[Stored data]
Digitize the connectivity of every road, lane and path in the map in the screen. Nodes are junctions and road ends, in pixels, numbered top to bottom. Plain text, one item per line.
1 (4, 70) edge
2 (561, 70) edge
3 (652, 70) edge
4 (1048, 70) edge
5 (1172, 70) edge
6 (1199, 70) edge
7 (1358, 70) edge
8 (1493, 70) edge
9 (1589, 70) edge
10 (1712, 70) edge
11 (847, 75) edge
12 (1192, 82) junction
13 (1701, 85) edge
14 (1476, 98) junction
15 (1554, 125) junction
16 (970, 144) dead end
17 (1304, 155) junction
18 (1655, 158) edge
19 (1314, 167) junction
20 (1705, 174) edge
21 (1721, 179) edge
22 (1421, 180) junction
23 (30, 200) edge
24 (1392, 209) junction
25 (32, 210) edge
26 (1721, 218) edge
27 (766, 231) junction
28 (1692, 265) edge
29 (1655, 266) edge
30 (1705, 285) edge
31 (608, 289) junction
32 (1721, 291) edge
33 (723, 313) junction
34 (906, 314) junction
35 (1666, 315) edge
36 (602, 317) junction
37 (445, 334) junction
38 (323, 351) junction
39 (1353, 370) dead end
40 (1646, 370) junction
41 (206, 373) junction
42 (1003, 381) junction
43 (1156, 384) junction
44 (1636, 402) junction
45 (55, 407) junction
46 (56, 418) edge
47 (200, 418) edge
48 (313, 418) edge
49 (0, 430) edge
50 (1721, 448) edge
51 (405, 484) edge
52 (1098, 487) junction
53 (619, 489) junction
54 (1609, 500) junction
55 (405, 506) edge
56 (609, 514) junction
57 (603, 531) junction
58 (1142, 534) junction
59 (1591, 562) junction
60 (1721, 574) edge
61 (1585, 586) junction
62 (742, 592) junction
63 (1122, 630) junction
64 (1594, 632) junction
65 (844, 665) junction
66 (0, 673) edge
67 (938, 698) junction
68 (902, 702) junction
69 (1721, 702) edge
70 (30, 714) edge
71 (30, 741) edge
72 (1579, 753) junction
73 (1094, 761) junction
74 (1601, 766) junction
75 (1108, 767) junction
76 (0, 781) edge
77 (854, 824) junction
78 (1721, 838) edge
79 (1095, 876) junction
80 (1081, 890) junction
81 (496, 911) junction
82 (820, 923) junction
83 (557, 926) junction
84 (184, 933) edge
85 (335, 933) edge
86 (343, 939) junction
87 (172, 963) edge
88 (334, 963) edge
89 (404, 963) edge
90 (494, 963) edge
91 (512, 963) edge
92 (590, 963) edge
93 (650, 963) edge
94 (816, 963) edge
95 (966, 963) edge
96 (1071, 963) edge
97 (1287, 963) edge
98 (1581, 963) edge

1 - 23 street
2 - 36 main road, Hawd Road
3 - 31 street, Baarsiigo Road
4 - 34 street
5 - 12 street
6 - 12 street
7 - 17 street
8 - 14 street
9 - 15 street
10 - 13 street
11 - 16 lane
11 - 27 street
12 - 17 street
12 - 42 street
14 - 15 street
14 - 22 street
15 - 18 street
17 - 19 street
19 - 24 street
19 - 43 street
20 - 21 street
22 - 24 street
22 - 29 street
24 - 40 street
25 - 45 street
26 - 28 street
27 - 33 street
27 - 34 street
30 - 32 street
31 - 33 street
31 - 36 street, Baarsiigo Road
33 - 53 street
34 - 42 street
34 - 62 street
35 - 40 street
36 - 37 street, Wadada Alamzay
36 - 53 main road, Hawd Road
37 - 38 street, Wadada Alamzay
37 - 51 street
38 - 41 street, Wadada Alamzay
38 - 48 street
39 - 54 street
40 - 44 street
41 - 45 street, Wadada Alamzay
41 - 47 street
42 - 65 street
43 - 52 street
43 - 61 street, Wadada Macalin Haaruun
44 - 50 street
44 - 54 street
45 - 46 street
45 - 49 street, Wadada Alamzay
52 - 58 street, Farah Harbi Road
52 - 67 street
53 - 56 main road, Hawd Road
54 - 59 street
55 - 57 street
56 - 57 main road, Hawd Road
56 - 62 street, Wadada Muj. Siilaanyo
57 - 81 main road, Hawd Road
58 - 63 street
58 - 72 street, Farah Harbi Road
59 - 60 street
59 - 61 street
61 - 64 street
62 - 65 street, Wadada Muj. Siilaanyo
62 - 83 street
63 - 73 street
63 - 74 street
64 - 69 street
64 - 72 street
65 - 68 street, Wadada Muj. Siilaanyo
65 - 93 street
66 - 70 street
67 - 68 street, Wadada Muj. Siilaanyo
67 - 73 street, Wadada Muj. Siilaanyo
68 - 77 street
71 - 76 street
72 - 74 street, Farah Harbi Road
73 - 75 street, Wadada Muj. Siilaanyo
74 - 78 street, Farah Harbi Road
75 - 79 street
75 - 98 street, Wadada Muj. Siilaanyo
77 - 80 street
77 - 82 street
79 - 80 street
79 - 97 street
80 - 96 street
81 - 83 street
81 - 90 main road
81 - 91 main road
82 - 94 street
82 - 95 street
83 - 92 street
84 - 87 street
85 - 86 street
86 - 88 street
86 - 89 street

- [What the task asks] Write all the entries again precisely as they were given.

- [Answer to this exercise]
Digitize the connectivity of every road, lane and path in the map in the screen. Nodes are junctions and road ends, in pixels, numbered top to bottom. Plain text, one item per line.
1 (4, 70) edge
2 (561, 70) edge
3 (652, 70) edge
4 (1048, 70) edge
5 (1172, 70) edge
6 (1199, 70) edge
7 (1358, 70) edge
8 (1493, 70) edge
9 (1589, 70) edge
10 (1712, 70) edge
11 (847, 75) edge
12 (1192, 82) junction
13 (1701, 85) edge
14 (1476, 98) junction
15 (1554, 125) junction
16 (970, 144) dead end
17 (1304, 155) junction
18 (1655, 158) edge
19 (1314, 167) junction
20 (1705, 174) edge
21 (1721, 179) edge
22 (1421, 180) junction
23 (30, 200) edge
24 (1392, 209) junction
25 (32, 210) edge
26 (1721, 218) edge
27 (766, 231) junction
28 (1692, 265) edge
29 (1655, 266) edge
30 (1705, 285) edge
31 (608, 289) junction
32 (1721, 291) edge
33 (723, 313) junction
34 (906, 314) junction
35 (1666, 315) edge
36 (602, 317) junction
37 (445, 334) junction
38 (323, 351) junction
39 (1353, 370) dead end
40 (1646, 370) junction
41 (206, 373) junction
42 (1003, 381) junction
43 (1156, 384) junction
44 (1636, 402) junction
45 (55, 407) junction
46 (56, 418) edge
47 (200, 418) edge
48 (313, 418) edge
49 (0, 430) edge
50 (1721, 448) edge
51 (405, 484) edge
52 (1098, 487) junction
53 (619, 489) junction
54 (1609, 500) junction
55 (405, 506) edge
56 (609, 514) junction
57 (603, 531) junction
58 (1142, 534) junction
59 (1591, 562) junction
60 (1721, 574) edge
61 (1585, 586) junction
62 (742, 592) junction
63 (1122, 630) junction
64 (1594, 632) junction
65 (844, 665) junction
66 (0, 673) edge
67 (938, 698) junction
68 (902, 702) junction
69 (1721, 702) edge
70 (30, 714) edge
71 (30, 741) edge
72 (1579, 753) junction
73 (1094, 761) junction
74 (1601, 766) junction
75 (1108, 767) junction
76 (0, 781) edge
77 (854, 824) junction
78 (1721, 838) edge
79 (1095, 876) junction
80 (1081, 890) junction
81 (496, 911) junction
82 (820, 923) junction
83 (557, 926) junction
84 (184, 933) edge
85 (335, 933) edge
86 (343, 939) junction
87 (172, 963) edge
88 (334, 963) edge
89 (404, 963) edge
90 (494, 963) edge
91 (512, 963) edge
92 (590, 963) edge
93 (650, 963) edge
94 (816, 963) edge
95 (966, 963) edge
96 (1071, 963) edge
97 (1287, 963) edge
98 (1581, 963) edge

1 - 23 street
2 - 36 main road, Hawd Road
3 - 31 street, Baarsiigo Road
4 - 34 street
5 - 12 street
6 - 12 street
7 - 17 street
8 - 14 street
9 - 15 street
10 - 13 street
11 - 16 lane
11 - 27 street
12 - 17 street
12 - 42 street
14 - 15 street
14 - 22 street
15 - 18 street
17 - 19 street
19 - 24 street
19 - 43 street
20 - 21 street
22 - 24 street
22 - 29 street
24 - 40 street
25 - 45 street
26 - 28 street
27 - 33 street
27 - 34 street
30 - 32 street
31 - 33 street
31 - 36 street, Baarsiigo Road
33 - 53 street
34 - 42 street
34 - 62 street
35 - 40 street
36 - 37 street, Wadada Alamzay
36 - 53 main road, Hawd Road
37 - 38 street, Wadada Alamzay
37 - 51 street
38 - 41 street, Wadada Alamzay
38 - 48 street
39 - 54 street
40 - 44 street
41 - 45 street, Wadada Alamzay
41 - 47 street
42 - 65 street
43 - 52 street
43 - 61 street, Wadada Macalin Haaruun
44 - 50 street
44 - 54 street
45 - 46 street
45 - 49 street, Wadada Alamzay
52 - 58 street, Farah Harbi Road
52 - 67 street
53 - 56 main road, Hawd Road
54 - 59 street
55 - 57 street
56 - 57 main road, Hawd Road
56 - 62 street, Wadada Muj. Siilaanyo
57 - 81 main road, Hawd Road
58 - 63 street
58 - 72 street, Farah Harbi Road
59 - 60 street
59 - 61 street
61 - 64 street
62 - 65 street, Wadada Muj. Siilaanyo
62 - 83 street
63 - 73 street
63 - 74 street
64 - 69 street
64 - 72 street
65 - 68 street, Wadada Muj. Siilaanyo
65 - 93 street
66 - 70 street
67 - 68 street, Wadada Muj. Siilaanyo
67 - 73 street, Wadada Muj. Siilaanyo
68 - 77 street
71 - 76 street
72 - 74 street, Farah Harbi Road
73 - 75 street, Wadada Muj. Siilaanyo
74 - 78 street, Farah Harbi Road
75 - 79 street
75 - 98 street, Wadada Muj. Siilaanyo
77 - 80 street
77 - 82 street
79 - 80 street
79 - 97 street
80 - 96 street
81 - 83 street
81 - 90 main road
81 - 91 main road
82 - 94 street
82 - 95 street
83 - 92 street
84 - 87 street
85 - 86 street
86 - 88 street
86 - 89 street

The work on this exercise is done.